(What to do):
Wherever a line in the data below holds "Give", copy that line.

(Recorded data):
------------------------------------
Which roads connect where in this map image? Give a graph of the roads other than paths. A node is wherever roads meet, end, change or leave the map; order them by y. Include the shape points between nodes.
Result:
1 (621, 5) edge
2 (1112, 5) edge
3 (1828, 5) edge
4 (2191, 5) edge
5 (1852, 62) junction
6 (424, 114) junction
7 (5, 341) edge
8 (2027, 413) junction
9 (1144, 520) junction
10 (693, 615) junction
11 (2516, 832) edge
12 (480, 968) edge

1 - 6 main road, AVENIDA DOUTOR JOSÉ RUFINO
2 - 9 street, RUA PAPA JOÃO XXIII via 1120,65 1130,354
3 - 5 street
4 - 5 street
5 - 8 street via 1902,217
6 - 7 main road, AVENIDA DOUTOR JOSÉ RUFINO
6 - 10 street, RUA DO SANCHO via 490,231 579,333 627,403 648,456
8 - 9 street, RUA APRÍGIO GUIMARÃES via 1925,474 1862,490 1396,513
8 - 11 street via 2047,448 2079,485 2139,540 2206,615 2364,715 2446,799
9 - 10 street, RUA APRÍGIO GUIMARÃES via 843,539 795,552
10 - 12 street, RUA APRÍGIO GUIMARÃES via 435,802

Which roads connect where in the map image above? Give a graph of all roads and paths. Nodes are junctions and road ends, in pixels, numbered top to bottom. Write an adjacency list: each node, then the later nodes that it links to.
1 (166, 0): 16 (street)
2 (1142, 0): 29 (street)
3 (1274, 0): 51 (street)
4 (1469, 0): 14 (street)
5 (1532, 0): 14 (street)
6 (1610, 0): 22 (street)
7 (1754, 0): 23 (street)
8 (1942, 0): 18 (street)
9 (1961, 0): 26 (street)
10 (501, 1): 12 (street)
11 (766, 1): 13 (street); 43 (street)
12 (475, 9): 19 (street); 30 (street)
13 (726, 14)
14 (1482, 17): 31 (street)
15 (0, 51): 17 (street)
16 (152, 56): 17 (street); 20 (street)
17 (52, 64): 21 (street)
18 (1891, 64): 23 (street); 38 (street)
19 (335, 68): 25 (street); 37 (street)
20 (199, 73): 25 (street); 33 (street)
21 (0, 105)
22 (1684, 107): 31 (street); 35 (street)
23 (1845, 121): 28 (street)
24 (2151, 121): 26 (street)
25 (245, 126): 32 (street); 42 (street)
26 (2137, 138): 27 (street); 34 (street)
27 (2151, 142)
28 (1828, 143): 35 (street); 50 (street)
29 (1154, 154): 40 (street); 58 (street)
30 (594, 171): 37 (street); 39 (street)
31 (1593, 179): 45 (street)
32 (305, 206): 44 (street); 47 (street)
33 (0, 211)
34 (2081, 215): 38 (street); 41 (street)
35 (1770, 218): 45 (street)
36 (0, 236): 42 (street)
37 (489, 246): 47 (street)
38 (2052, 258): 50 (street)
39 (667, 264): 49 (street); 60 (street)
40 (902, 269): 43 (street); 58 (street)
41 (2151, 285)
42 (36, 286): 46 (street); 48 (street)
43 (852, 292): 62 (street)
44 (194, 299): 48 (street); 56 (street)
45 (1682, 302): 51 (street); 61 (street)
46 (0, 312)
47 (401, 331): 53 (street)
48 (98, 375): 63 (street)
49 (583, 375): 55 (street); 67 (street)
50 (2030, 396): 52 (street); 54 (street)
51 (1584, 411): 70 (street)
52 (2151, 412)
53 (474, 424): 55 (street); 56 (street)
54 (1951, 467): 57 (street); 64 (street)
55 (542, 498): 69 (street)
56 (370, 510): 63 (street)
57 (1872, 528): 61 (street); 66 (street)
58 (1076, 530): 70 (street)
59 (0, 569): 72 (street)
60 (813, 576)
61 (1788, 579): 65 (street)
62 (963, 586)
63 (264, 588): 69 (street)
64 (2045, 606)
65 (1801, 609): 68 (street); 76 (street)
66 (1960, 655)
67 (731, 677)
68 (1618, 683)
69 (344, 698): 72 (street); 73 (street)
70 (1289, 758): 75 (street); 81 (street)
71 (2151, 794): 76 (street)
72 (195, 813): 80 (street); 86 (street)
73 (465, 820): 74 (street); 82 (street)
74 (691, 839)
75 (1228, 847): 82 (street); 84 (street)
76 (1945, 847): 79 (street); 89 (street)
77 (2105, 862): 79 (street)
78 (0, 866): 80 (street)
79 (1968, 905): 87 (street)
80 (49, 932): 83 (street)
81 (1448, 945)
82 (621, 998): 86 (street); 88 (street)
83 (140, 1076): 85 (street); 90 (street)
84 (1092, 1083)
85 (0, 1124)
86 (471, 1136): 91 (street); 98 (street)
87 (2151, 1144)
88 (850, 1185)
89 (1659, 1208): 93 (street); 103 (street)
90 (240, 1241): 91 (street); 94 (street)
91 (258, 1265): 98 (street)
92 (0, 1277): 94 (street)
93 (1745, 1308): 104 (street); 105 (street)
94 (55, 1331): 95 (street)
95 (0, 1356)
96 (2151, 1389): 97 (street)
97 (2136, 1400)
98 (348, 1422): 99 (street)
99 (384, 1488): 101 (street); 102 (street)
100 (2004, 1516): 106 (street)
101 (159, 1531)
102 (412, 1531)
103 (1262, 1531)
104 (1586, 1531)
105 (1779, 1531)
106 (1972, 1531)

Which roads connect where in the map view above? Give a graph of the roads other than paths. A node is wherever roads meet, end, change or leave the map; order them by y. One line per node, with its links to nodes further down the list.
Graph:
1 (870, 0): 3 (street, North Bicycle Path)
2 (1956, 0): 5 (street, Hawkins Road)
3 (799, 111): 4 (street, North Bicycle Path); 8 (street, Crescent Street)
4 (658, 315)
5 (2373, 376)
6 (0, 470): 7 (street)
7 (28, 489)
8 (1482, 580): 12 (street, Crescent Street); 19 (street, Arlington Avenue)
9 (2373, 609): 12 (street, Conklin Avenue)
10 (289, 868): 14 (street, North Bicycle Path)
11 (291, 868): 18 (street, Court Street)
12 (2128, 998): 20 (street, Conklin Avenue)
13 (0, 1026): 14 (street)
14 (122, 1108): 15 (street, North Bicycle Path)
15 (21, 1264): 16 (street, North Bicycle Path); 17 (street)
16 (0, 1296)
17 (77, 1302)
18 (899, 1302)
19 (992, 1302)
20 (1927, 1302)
------------------------------------
(Written response):
Which roads connect where in this map image? Give a graph of the roads other than paths. A node is wherever roads meet, end, change or leave the map; order them by y. Include the shape points between nodes.
Which roads connect where in the map image above? Give a graph of all roads and paths. Nodes are junctions and road ends, in pixels, numbered top to bottom. Write an adjacency list: each node, then the later nodes that it links to.
Which roads connect where in the map view above? Give a graph of the roads other than paths. A node is wherever roads meet, end, change or leave the map; order them by y. One line per node, with its links to nodes further down the list.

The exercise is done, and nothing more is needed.